I spaced the fact that Max now goes to Expo (yellow line), and snapped out of it a stop or two north of the Steel Bridge. I was happy to see this part of town: the Gotham Building (complete with coffee shop); those large grain elevators, one with Amazon.com painted on the side. I joined a last trickle of geeks headed into the great hall on the 2nd floor of the Convention Center, bypassing the OSCON/StarBucks coffee bar, missing part of the first keynote.
Summarizing the keynotes:
Speakers: Nathan Torkington, Tim O'Reilly (both O'Reilly Media), Kim Polese (SpikeSource), Andrew Morton (OSDL), Jeremy Zawodny (Yahoo!), Jonathan Schwartz (Sun Microsystems).
Apparently there's considerable ferment as IT moves to support open source in self interest, meaning geek cultures need to adapt to more corporate hookups, usually around more vertically integrated software stacks with a faster release cycle.
The more slowly evolving backbone of free resources (e.g. LAMP, kernels) provides raw material for more malleable, form-fitting services, with much of that malleability stemming from the fact that the source is supplied to the customer (as customers increasingly demand).
Open source is often safer and/or of higher quality than protected source, because the field is so Darwinian i.e. what survives strict public scrutiny usually has some strong advantages. The code ends up more robust, more vetted.
Enthusiasm for open source is spilling over in the realm of hardware per O'Reilly's Make: magazine (shades of Popular Mechanics).
Atop this growing open source stack, bleeding edge innovation occurs out of necessity, oft times in secrecy. Successful closed projects of today provide the new open resources of tomorrow -- a pattern being followed by Sun's Solaris, now OpenSolaris (there's a big booth about that).
Python stock seems to be on the long term increase, although market share is still small, judging from O'Reilly's statistics. Tim keeps close tabs on technical book sales data, as one might expect of a publishing czar. His talk dovetailed with the Yahoo game demonstrated last night, which uses search engine data to track the buzz on specific technology topics, which is graphed alongside game player trading on these same topics (as if topics were companies) within a virtual stock exchange.
Old timer do-it-yourselfers may be suspicious of this new do-it-together work ethic. They worry about communism or some other failure-prone altruism, per Larry's allusions last night: the People's Republic of Perl slide; his cast of cartoon spies, at least one of whom (cute chick) was no doubt Russian (Larry himself identified with the Chinese guy). I think today's keynotes would prove reassuring to these worry warts: this is unbridled capitalism at work, in the ancient sense of "using your head" (Latin root) as a private individual, as free as your peers to collaborate, to partner, to take risks and reap rewards -- and as willing to make it all work.
Across the speakers' lounge, I spy Jim Hugunin (IronPython) chatting with Miguel de Icaza (Mono) -- bright stars in my private sky. Interesting how few from the conventional press report on these doings. Granted, the storylines are somewhat esoteric, yet history is being made nonetheless. I still think we need one or more geek channels on television, along with an open source archive of downloadable, recyclable clips.
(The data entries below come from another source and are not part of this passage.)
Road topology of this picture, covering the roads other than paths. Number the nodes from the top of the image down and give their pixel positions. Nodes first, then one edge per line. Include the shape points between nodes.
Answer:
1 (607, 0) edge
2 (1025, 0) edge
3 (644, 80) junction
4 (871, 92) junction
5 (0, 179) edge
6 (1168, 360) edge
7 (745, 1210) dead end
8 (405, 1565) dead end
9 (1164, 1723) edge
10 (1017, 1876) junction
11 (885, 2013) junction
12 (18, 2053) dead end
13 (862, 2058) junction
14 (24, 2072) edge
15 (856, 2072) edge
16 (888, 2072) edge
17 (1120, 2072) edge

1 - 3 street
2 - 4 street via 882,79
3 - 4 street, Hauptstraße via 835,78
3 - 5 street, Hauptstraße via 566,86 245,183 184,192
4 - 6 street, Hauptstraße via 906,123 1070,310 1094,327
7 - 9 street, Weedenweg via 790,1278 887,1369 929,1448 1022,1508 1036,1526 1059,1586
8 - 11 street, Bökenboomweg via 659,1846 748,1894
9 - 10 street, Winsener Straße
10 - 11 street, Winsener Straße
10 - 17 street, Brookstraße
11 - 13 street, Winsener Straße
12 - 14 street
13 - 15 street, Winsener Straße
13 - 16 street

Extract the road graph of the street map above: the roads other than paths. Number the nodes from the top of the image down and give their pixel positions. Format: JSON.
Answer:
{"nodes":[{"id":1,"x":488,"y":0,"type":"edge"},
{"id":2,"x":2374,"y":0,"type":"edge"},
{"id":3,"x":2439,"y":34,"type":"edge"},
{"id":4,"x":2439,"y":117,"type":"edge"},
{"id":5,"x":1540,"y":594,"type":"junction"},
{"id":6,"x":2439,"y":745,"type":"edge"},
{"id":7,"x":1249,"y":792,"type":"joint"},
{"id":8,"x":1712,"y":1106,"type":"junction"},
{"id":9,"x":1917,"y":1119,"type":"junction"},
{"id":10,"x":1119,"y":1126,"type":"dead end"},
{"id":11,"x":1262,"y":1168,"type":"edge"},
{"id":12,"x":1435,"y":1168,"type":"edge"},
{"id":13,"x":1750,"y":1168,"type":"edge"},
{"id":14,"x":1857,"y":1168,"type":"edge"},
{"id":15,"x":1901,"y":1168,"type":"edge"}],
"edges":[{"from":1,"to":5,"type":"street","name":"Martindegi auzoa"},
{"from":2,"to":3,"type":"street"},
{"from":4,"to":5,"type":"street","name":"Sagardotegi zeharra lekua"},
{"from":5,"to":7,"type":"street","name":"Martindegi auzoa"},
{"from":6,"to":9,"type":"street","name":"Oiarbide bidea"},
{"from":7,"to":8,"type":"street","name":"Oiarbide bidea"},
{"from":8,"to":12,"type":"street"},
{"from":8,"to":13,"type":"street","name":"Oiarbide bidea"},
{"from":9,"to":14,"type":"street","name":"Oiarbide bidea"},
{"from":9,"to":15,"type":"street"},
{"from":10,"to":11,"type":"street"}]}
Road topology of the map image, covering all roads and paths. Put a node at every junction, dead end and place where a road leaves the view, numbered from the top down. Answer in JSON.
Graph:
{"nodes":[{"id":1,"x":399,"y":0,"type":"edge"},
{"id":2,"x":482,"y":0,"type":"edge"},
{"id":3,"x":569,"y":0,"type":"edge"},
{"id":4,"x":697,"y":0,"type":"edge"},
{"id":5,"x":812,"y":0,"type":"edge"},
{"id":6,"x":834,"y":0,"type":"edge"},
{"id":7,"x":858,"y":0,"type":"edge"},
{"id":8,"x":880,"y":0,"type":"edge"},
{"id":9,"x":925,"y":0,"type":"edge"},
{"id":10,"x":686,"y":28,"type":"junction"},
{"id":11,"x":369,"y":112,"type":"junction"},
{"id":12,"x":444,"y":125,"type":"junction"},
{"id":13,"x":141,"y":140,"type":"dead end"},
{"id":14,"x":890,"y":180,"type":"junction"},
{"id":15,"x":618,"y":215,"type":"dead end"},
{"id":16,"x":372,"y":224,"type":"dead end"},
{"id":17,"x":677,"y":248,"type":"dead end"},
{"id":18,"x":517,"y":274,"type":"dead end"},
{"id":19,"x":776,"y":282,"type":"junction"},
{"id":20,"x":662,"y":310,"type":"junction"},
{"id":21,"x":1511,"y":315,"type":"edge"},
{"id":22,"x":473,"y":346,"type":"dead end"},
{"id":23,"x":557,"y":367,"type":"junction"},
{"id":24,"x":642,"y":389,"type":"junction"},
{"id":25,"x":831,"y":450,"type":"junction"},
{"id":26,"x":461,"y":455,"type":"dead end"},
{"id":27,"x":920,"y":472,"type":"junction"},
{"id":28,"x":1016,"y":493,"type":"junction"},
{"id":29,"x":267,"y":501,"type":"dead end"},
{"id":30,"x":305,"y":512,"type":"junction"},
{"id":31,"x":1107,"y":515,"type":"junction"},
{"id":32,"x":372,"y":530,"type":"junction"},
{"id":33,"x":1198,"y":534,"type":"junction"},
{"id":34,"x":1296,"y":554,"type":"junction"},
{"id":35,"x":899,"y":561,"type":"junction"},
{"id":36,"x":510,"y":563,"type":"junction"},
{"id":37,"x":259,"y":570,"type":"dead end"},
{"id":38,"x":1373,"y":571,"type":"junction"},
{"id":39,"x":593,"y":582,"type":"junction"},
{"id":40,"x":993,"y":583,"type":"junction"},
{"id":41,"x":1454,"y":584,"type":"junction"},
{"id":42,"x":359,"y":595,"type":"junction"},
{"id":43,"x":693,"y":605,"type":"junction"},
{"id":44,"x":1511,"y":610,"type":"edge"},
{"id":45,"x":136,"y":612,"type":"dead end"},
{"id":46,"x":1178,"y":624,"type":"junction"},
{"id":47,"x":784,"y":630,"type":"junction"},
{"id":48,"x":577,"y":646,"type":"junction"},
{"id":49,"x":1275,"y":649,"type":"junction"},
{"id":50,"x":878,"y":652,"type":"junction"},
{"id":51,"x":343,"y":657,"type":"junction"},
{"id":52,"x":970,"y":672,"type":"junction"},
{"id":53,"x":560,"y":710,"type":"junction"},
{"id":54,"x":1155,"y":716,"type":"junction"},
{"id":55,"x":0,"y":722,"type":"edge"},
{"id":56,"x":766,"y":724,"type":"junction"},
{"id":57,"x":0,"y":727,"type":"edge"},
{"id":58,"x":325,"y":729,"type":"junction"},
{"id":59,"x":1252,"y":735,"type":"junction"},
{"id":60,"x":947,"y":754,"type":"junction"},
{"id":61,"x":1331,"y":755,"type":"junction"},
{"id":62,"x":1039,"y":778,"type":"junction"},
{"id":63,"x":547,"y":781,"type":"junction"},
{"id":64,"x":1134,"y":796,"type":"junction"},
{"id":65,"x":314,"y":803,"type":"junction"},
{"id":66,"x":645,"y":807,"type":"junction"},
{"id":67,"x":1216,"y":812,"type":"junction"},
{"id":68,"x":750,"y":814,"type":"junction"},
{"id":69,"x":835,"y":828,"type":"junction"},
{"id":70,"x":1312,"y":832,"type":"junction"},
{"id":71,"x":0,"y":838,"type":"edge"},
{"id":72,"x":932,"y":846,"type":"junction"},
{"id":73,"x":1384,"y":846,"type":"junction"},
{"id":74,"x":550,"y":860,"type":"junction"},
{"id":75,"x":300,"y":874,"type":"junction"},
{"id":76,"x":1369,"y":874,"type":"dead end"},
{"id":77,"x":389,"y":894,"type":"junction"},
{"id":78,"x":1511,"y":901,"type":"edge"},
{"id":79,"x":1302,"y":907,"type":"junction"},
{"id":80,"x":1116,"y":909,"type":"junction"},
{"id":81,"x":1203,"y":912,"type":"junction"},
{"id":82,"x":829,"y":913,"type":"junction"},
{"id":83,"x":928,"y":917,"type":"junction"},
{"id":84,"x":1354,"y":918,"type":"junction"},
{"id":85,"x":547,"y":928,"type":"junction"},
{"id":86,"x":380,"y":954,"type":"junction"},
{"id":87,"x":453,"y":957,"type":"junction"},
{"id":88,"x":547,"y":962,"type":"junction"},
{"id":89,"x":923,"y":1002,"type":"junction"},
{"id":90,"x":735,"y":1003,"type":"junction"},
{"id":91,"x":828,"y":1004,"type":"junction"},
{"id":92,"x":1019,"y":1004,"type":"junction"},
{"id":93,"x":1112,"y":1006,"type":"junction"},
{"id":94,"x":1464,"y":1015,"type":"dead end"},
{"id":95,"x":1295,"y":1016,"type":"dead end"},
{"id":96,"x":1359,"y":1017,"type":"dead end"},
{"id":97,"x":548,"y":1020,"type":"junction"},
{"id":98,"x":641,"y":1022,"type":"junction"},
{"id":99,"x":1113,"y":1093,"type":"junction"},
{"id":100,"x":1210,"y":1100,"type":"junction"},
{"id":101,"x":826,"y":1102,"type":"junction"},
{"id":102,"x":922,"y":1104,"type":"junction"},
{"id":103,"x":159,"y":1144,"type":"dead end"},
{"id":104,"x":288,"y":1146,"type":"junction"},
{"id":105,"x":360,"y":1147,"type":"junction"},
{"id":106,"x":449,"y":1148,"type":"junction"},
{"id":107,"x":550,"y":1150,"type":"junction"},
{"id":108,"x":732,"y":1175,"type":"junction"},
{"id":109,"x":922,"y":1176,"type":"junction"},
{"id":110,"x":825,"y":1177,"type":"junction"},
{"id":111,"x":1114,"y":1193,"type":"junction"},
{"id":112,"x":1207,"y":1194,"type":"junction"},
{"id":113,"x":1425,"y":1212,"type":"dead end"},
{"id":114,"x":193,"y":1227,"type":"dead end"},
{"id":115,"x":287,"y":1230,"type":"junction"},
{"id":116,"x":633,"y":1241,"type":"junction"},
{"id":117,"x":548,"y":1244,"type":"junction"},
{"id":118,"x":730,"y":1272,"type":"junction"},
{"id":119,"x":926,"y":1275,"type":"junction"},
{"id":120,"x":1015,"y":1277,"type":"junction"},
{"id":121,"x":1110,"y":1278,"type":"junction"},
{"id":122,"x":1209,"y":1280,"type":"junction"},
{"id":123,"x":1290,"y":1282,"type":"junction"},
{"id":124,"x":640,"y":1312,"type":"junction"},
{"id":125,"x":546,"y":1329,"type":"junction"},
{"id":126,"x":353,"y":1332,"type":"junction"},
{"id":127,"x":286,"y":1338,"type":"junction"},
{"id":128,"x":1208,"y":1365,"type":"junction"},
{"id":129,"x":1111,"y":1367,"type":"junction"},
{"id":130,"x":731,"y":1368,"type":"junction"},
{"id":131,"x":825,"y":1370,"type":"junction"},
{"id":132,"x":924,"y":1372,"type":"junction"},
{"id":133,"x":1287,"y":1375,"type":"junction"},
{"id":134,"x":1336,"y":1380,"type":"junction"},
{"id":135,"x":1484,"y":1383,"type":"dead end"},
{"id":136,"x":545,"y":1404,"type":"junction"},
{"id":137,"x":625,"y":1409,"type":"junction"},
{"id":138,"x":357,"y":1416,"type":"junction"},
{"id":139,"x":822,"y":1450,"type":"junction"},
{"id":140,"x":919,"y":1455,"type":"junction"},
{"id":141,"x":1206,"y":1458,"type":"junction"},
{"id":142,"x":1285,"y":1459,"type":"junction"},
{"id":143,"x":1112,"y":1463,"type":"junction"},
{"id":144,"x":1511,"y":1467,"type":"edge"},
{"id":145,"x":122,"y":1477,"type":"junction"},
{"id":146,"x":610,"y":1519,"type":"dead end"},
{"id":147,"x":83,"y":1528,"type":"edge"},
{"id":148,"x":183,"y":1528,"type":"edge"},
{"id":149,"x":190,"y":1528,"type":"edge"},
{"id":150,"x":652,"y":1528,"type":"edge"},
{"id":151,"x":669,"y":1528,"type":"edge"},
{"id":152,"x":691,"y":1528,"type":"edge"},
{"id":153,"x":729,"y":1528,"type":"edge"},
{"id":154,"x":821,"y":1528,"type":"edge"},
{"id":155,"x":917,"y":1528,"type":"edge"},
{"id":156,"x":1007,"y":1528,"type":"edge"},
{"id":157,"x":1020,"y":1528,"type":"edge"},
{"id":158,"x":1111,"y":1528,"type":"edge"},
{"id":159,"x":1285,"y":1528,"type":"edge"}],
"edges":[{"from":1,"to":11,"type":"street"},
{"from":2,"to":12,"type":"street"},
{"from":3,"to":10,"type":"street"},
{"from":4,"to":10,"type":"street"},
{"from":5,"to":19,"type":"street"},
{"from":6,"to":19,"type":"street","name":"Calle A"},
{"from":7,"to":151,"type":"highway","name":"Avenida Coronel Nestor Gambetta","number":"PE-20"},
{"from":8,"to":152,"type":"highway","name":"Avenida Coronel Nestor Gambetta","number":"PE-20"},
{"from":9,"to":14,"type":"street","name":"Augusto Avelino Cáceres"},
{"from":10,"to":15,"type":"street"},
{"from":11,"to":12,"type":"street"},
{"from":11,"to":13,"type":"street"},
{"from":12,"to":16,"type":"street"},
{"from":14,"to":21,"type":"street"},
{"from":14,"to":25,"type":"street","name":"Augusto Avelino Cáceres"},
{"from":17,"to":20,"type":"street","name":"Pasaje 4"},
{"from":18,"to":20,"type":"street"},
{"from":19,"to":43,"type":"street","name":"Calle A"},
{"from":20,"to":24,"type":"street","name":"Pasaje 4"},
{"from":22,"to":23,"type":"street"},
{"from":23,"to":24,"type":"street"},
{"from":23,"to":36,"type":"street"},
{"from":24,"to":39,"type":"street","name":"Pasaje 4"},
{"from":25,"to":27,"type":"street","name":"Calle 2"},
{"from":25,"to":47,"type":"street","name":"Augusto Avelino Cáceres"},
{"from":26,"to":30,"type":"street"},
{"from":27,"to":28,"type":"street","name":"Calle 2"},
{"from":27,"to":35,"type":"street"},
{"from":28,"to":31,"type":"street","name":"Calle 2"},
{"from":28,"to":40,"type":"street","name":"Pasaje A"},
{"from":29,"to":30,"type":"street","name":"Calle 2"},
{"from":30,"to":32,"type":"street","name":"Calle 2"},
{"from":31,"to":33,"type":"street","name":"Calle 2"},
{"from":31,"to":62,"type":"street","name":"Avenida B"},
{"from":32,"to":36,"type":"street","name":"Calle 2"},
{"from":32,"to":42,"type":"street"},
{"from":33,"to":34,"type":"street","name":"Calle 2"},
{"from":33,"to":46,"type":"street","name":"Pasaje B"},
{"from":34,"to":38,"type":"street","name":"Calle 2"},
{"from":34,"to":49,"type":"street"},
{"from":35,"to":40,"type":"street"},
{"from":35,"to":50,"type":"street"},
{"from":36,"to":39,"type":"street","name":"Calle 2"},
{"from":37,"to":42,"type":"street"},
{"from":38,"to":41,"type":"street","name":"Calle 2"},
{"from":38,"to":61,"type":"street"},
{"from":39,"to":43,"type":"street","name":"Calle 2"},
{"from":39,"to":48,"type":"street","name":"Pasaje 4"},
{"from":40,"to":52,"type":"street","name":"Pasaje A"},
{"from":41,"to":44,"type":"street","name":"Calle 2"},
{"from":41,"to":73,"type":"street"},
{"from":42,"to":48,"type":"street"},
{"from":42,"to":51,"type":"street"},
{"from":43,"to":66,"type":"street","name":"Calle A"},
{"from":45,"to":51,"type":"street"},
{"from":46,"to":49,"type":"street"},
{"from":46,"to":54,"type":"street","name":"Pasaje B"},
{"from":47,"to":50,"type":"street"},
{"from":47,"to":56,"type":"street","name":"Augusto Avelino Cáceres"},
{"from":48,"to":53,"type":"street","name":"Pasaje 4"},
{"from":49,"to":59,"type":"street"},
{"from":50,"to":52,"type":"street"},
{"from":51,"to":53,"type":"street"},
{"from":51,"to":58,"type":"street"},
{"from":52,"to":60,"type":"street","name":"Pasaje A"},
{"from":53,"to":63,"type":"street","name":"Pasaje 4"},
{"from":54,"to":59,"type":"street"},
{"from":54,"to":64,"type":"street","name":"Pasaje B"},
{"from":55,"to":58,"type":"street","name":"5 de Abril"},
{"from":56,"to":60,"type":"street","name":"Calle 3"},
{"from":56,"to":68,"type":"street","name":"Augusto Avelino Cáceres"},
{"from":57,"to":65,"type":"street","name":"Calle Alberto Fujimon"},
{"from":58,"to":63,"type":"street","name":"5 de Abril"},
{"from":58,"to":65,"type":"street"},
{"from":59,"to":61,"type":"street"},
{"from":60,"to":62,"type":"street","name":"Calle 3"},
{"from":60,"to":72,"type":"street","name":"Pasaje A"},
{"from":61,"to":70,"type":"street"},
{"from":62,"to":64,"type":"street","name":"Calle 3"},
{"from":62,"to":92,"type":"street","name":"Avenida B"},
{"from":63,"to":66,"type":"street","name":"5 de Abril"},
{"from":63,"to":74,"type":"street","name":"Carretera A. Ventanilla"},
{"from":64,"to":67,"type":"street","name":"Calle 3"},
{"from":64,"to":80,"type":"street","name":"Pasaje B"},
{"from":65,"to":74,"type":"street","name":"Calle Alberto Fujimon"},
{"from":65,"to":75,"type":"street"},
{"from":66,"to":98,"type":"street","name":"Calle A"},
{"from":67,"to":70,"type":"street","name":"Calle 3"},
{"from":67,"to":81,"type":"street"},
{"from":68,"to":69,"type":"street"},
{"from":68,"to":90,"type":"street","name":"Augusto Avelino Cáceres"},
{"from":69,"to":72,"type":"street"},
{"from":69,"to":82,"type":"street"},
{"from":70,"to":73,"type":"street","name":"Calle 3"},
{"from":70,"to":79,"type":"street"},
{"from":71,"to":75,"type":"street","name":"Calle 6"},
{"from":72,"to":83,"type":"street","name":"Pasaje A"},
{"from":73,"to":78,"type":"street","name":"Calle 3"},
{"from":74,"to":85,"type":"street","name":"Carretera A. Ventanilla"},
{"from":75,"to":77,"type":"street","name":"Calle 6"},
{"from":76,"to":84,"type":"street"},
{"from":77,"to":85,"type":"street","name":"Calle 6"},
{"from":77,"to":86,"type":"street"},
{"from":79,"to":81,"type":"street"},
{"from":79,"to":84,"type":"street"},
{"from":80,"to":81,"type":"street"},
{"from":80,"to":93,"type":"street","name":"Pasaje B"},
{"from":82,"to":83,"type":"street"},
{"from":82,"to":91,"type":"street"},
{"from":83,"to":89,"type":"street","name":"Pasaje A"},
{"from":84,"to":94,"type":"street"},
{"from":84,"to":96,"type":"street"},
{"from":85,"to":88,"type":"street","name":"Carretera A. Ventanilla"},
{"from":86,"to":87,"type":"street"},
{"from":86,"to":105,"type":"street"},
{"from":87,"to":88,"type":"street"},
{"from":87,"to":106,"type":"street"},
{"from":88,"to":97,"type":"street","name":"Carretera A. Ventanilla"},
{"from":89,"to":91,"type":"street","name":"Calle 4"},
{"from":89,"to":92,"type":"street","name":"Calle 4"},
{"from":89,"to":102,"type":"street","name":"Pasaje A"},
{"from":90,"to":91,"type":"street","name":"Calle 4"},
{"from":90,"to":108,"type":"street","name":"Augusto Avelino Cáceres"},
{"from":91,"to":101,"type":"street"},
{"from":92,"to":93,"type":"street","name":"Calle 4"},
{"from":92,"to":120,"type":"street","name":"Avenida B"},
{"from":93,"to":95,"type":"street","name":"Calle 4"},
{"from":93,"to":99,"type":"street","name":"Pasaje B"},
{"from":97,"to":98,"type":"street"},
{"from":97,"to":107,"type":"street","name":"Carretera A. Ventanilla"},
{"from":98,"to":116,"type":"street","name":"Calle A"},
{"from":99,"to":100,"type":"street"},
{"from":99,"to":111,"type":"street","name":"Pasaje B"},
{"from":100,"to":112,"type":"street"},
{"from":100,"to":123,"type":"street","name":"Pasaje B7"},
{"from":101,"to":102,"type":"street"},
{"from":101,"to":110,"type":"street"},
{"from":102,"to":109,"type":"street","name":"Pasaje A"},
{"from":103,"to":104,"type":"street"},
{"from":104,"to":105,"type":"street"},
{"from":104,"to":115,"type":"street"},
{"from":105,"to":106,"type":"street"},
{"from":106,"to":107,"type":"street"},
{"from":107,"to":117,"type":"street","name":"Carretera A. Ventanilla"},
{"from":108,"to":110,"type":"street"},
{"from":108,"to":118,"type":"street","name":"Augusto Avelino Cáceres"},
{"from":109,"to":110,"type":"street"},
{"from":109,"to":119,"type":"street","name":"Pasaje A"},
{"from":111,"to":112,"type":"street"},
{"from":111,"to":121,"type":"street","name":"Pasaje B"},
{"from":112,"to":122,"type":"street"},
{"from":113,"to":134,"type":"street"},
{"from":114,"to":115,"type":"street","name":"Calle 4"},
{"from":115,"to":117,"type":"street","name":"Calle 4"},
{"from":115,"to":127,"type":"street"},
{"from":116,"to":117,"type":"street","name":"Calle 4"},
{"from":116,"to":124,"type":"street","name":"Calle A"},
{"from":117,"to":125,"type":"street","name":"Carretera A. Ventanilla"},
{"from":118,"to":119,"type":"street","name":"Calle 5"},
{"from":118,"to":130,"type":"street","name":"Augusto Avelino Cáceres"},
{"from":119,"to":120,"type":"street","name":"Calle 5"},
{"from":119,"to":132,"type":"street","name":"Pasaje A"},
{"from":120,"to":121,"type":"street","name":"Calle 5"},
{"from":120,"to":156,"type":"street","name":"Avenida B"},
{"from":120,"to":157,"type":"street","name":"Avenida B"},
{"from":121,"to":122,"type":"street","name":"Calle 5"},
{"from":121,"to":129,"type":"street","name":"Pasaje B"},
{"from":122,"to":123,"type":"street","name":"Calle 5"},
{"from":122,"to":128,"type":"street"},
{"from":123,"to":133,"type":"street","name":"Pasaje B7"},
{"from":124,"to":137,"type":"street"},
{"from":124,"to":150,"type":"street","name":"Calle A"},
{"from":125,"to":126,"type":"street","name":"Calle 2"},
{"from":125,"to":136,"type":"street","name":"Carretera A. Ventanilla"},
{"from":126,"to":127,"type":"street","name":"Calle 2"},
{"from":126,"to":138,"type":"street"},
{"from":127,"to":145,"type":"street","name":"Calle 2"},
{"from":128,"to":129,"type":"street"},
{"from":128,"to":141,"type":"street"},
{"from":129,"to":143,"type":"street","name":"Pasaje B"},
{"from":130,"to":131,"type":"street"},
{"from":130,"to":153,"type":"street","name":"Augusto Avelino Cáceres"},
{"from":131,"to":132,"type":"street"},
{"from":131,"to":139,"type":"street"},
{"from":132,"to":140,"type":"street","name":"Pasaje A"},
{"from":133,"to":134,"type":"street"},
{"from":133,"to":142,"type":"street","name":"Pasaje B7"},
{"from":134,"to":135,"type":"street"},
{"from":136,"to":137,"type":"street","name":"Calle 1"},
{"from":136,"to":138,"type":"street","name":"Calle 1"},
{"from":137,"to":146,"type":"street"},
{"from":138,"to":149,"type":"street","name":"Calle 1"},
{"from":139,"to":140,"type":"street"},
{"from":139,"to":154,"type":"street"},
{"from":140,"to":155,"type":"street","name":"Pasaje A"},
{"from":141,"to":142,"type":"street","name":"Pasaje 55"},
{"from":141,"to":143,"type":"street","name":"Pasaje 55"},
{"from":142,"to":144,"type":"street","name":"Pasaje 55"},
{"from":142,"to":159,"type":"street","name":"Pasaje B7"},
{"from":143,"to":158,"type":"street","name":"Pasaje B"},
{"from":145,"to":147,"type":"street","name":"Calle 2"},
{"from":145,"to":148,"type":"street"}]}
I chatted with Alex earlier. He's quite satisfied with the work environment at Google, where he doesn't feel pressured to always be the smartest guy in the room (lots of smart cookies at Google, which company has a popular booth showing off all the global data it serves -- partly as a result of collaborating with the keyhole people).
My presentation:
I had tech support fiddling with sound during the opening, while I browsed my presentation manager's source code for a minute or two -- didn't get into it as deeply as I'd have liked, but hey, it's on the web. The sound problem was soon solved.
Then I launched into the slides, with an interruption at slide 9 to go out on the web and run both Springie and Fluidiom. My general theme: thanks to open source and design science, our school's ability to collaborate has become vastly easier and more effective over the years.
I covered a lot of material using a sort of frenetic pin-ball/scatter- gun approach, using the slides as a guide: the nationless Fuller Projection, Rick's dome program, Kenneth Snelson, tensegrity, elastic interval geometry, Alexander Graham Bell and the octet truss, sphere packing, quadrays, Grunch of Giants, E.J. Applewhite, intellectual property, education reform, making a difference -- a bit too manic for my taste (45 minutes isn't much time). The people who came to the table afterwards seemed seriously into learning more, especially with regard to providing kids with a better education. One guy asked what planet I was from.
At one point in my talk, I predicted we'd soon have open source repositories of downloadable audio/video clips, which kids'd pull down to their computer desktops, mix with new content, and reupload back to the servers (the same process used with software today, but applied to making video). Schools like ours could harness this economy to foment the production of more relevant educational materials.